# [Problem requirements]
Exactly as they stand, give the records below again, with no images.
====== Data extract
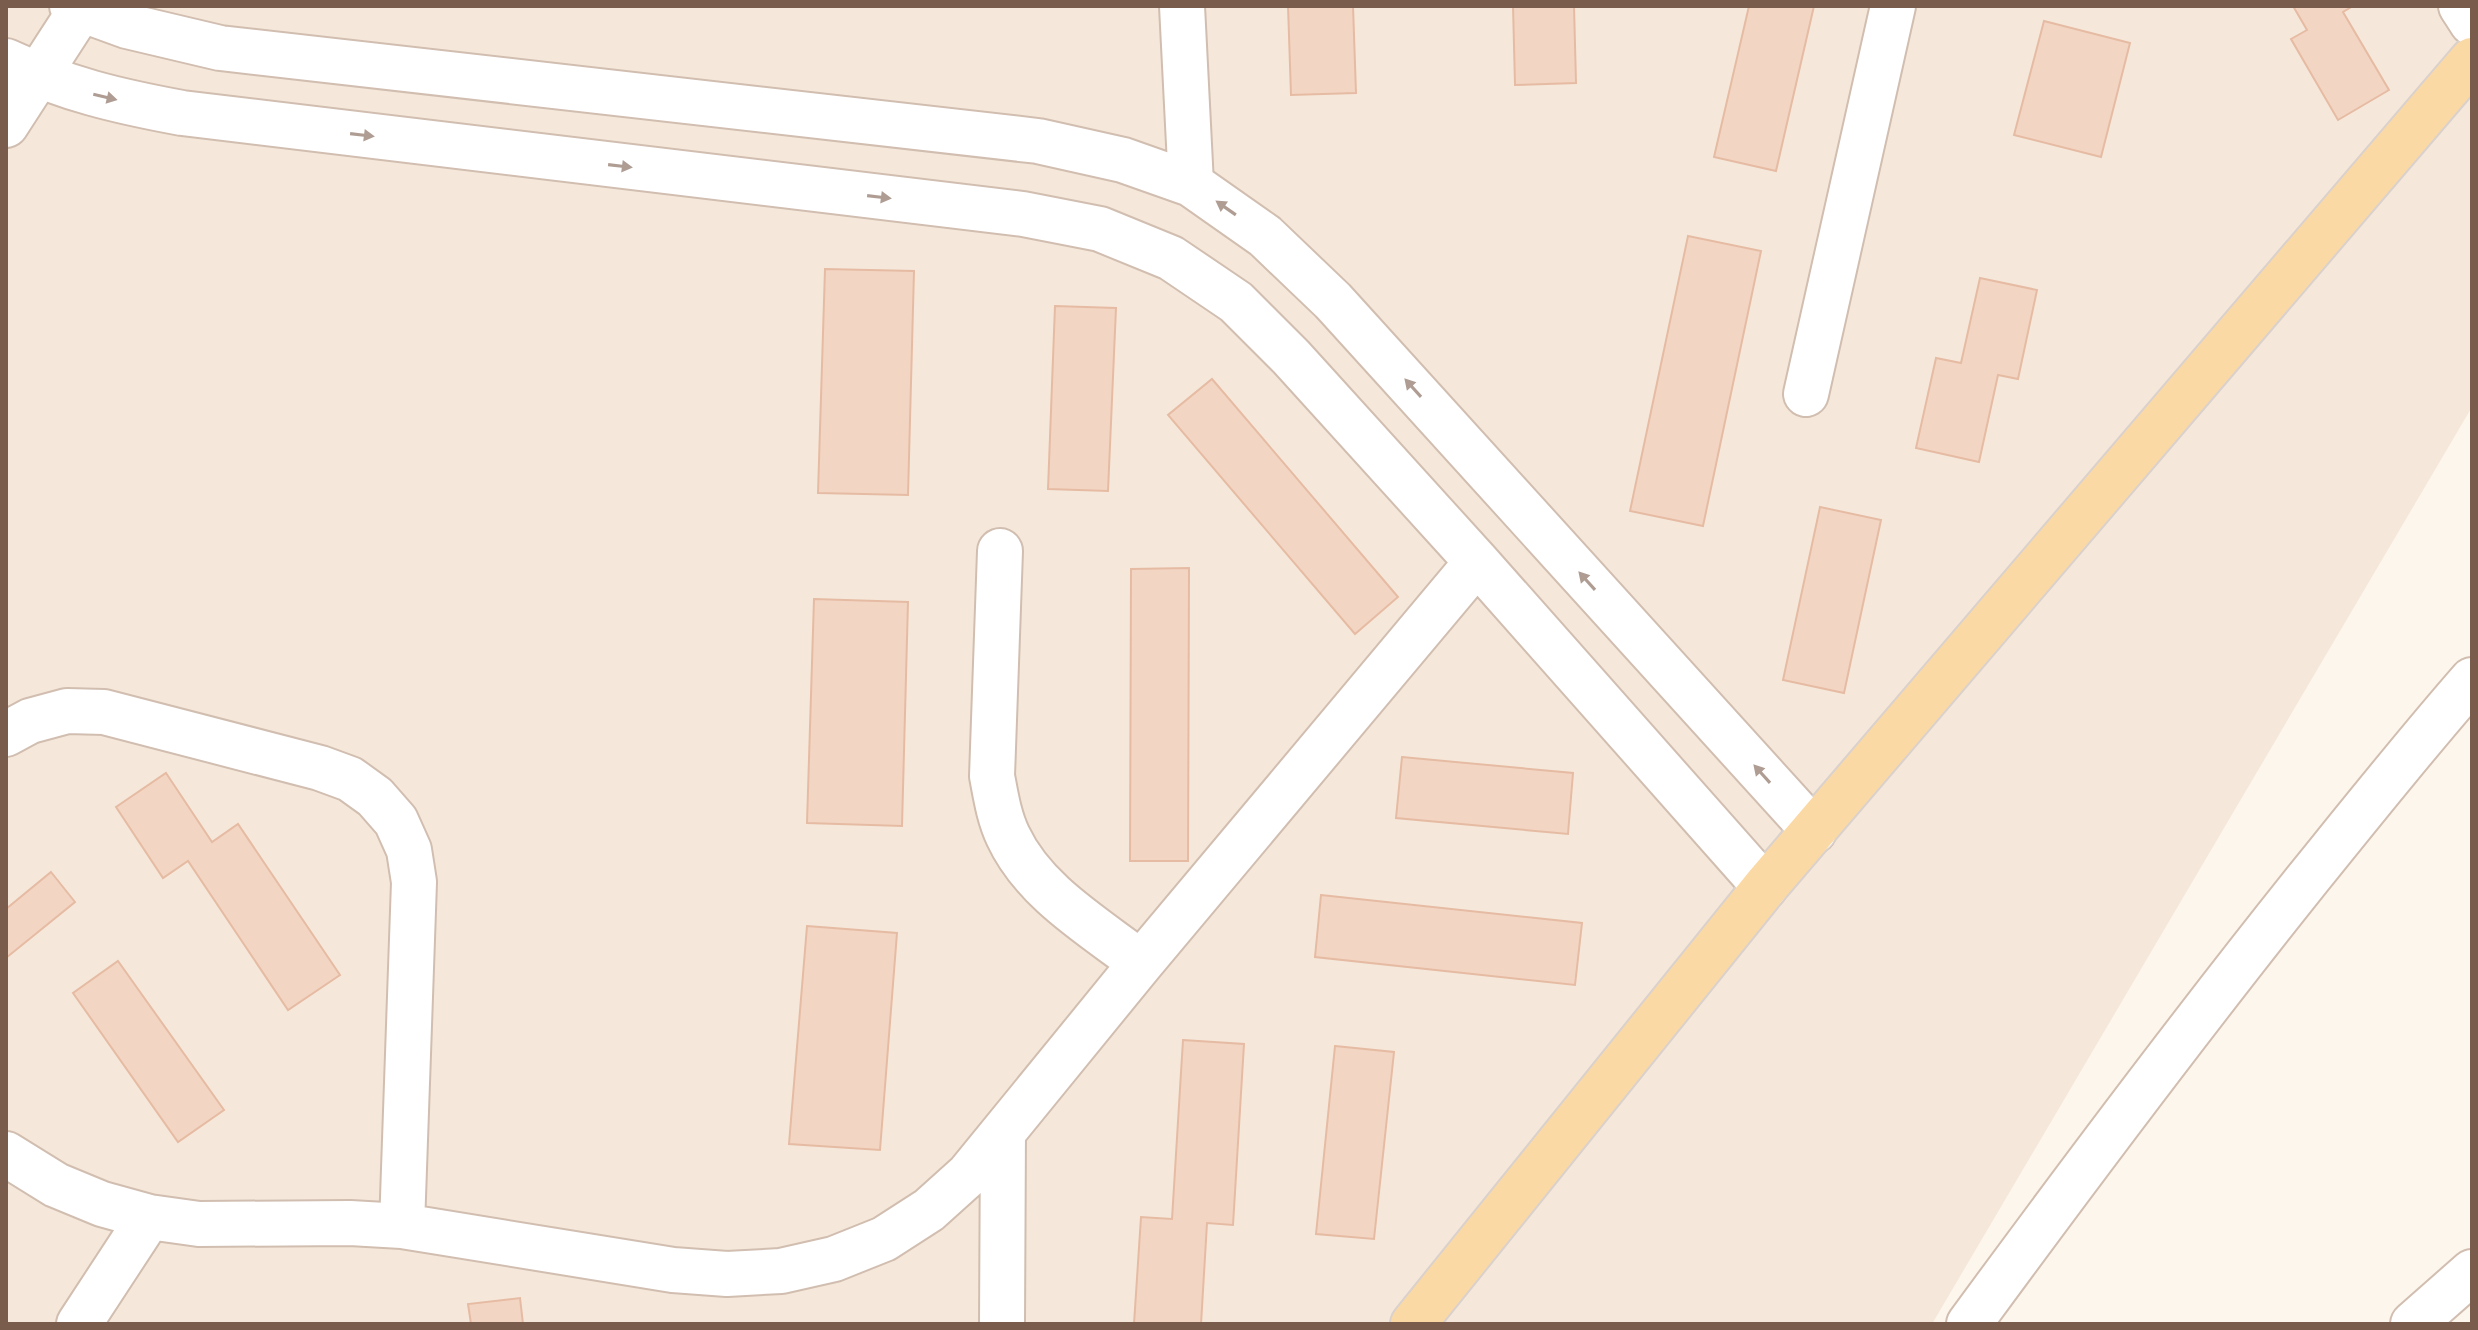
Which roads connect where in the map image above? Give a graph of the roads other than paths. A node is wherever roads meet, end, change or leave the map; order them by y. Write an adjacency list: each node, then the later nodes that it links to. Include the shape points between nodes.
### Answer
1 (1182, 6): 9 (street)
2 (1893, 6): 10 (street)
3 (2461, 6): 5 (street)
4 (81, 7): 7 (street); 9 (street, via 127,26 220,48 1038,141 1123,160)
5 (2472, 23)
6 (2472, 60): 16 (main road)
7 (22, 68): 8 (street); 12 (street, one-way to 12, via 86,93 182,113 1023,214 1100,229 1171,258 1236,302)
8 (6, 125)
9 (1191, 184): 16 (street, one-way to 9, via 1333,301 1265,236)
10 (1806, 394)
11 (1000, 551): 18 (street, via 992,776 998,807 1008,836 1043,887)
12 (1477, 562): 17 (street); 18 (street)
13 (2472, 680): 14 (street)
14 (2455, 720): 27 (street, via 2210,1001)
15 (6, 734): 22 (street, via 67,711 104,712 350,779 396,821 409,850 414,882)
16 (1814, 831): 17 (main road)
17 (1765, 887): 26 (main road)
18 (1141, 963): 19 (street)
19 (1003, 1133): 22 (street, via 929,1210 884,1239 834,1259 781,1271 673,1270); 25 (street)
20 (6, 1154): 21 (street, via 56,1185)
21 (149, 1217): 22 (street, via 199,1224); 24 (street)
22 (402, 1226)
23 (2472, 1272): 28 (street)
24 (79, 1324)
25 (1002, 1324)
26 (1413, 1324)
27 (1969, 1324)
28 (2413, 1324)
============
# [Response to the task]
Which roads connect where in the map image above? Give a graph of the roads other than paths. A node is wherever roads meet, end, change or leave the map; order them by y. Write an adjacency list: each node, then the later nodes that it links to. Include the shape points between nodes.
### Answer
1 (1182, 6): 9 (street)
2 (1893, 6): 10 (street)
3 (2461, 6): 5 (street)
4 (81, 7): 7 (street); 9 (street, via 127,26 220,48 1038,141 1123,160)
5 (2472, 23)
6 (2472, 60): 16 (main road)
7 (22, 68): 8 (street); 12 (street, one-way to 12, via 86,93 182,113 1023,214 1100,229 1171,258 1236,302)
8 (6, 125)
9 (1191, 184): 16 (street, one-way to 9, via 1333,301 1265,236)
10 (1806, 394)
11 (1000, 551): 18 (street, via 992,776 998,807 1008,836 1043,887)
12 (1477, 562): 17 (street); 18 (street)
13 (2472, 680): 14 (street)
14 (2455, 720): 27 (street, via 2210,1001)
15 (6, 734): 22 (street, via 67,711 104,712 350,779 396,821 409,850 414,882)
16 (1814, 831): 17 (main road)
17 (1765, 887): 26 (main road)
18 (1141, 963): 19 (street)
19 (1003, 1133): 22 (street, via 929,1210 884,1239 834,1259 781,1271 673,1270); 25 (street)
20 (6, 1154): 21 (street, via 56,1185)
21 (149, 1217): 22 (street, via 199,1224); 24 (street)
22 (402, 1226)
23 (2472, 1272): 28 (street)
24 (79, 1324)
25 (1002, 1324)
26 (1413, 1324)
27 (1969, 1324)
28 (2413, 1324)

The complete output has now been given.